Saturday, 7 August 2010

The work of two theorists from my research - both called Wallace - cropped up in the news today, but independently of each other.

I was back in the archives this week, working on some loose ends regarding J. Bruce Wallace.

J. Bruce Wallace favoured Alfred Russel Wallace's Land Nationalisation scheme but in the meantime he threw his energy into establishing a mutual co-operative that used its own 'labour notes' currency, something he thought would be 'the easiest road to socialism'.

After feeling that his Brotherhood Trust was losing sight of its original principles, he set up a new co-operative, the Mutual Service Circle, before going back to his anti-industrialist roots by getting more fully involved with the Letchworth Garden City movement. His periodical, Brotherhood, then became the organ of the Alpha Union, Wallace's means of bringing Theosophy to Letchworth.

I was interested to see, then, that today's Guardian has an article proclaiming that 'Planners are going back to the ideals of Victorian model towns to meet the present-day challenges of community cohesion and environmental sustainability'.

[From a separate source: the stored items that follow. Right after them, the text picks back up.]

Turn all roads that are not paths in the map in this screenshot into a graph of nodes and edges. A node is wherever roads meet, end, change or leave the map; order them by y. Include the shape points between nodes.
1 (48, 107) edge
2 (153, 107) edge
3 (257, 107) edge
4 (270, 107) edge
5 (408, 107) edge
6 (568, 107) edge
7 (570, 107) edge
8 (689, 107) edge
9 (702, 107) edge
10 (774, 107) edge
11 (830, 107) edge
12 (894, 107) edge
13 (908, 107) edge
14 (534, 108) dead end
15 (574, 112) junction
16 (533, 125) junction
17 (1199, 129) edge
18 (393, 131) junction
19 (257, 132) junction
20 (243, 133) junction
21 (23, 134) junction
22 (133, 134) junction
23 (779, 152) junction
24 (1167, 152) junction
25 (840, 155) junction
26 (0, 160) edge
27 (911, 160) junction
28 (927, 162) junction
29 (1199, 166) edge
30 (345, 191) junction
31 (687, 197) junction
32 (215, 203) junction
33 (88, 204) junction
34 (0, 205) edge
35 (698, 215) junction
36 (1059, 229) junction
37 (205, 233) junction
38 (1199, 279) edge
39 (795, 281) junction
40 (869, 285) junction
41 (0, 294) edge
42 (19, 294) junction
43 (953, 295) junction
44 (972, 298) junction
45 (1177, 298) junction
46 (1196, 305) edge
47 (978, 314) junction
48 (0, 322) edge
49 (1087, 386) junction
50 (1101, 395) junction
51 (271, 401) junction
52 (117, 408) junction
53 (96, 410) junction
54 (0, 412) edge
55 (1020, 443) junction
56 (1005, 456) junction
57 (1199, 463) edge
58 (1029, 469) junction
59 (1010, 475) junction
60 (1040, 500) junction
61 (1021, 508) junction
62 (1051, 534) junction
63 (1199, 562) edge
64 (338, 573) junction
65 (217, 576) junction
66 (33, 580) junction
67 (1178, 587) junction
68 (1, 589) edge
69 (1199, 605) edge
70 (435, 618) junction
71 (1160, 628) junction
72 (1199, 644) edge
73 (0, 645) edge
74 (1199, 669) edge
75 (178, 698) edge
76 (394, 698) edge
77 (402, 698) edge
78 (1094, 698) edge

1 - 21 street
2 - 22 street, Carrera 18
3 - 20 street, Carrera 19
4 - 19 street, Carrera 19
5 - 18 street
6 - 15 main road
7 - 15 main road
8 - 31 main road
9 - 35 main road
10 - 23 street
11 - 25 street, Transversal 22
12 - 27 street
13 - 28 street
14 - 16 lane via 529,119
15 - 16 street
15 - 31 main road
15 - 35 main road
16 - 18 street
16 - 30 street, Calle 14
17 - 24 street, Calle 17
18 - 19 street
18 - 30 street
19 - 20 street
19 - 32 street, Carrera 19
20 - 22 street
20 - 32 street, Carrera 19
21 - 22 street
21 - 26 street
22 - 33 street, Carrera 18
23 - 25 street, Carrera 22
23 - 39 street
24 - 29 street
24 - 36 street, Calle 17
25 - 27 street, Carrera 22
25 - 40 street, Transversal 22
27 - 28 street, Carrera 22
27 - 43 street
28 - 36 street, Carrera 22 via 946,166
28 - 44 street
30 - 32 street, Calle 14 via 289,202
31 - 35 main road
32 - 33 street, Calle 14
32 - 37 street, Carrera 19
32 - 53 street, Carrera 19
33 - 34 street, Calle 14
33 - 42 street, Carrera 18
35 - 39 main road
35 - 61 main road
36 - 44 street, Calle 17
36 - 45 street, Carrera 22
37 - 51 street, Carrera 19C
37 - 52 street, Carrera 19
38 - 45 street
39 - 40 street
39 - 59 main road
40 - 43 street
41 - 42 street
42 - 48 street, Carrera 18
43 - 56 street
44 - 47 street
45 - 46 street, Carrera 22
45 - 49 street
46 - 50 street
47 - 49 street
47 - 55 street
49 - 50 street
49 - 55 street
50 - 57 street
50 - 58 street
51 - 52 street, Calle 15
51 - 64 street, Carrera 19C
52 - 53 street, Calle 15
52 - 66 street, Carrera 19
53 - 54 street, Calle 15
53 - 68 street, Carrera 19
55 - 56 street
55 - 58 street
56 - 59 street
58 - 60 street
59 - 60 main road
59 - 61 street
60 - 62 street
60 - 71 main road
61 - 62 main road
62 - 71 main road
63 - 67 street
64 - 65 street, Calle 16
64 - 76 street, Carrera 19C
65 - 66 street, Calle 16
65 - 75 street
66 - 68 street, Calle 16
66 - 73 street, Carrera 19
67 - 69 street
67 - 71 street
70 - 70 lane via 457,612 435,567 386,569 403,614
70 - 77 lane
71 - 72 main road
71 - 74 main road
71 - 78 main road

The article quotes Jody Aked, project manager at the New Economics Foundation's Centre for Well-being, who says that 'nothing makes us glummer than the daily commute'. One US study showed that 'of all daily activities, commuting was the one that led to the least happiness – sex was the one that led to most'.

Taking the analytical methods of economic science and applying them to the maximisation of happiness and well-being, rather than wealth, was exactly what the Christian Socialists of my period were trying to do.

But I came across something new after reading about Red Plenty, a new book by Francis Spufford that re-examines the Soviet Union, and how it was regarding in the West, in the late 1950s and early 1960s - a time he calls 'The Soviet Moment'.

The extract (again, in the Guardian) talks about cybernetics, a term once used to refer loosely to science and engineering in the USSR but which had developed globally into the interdisciplinary study of the structure of regulatory systems.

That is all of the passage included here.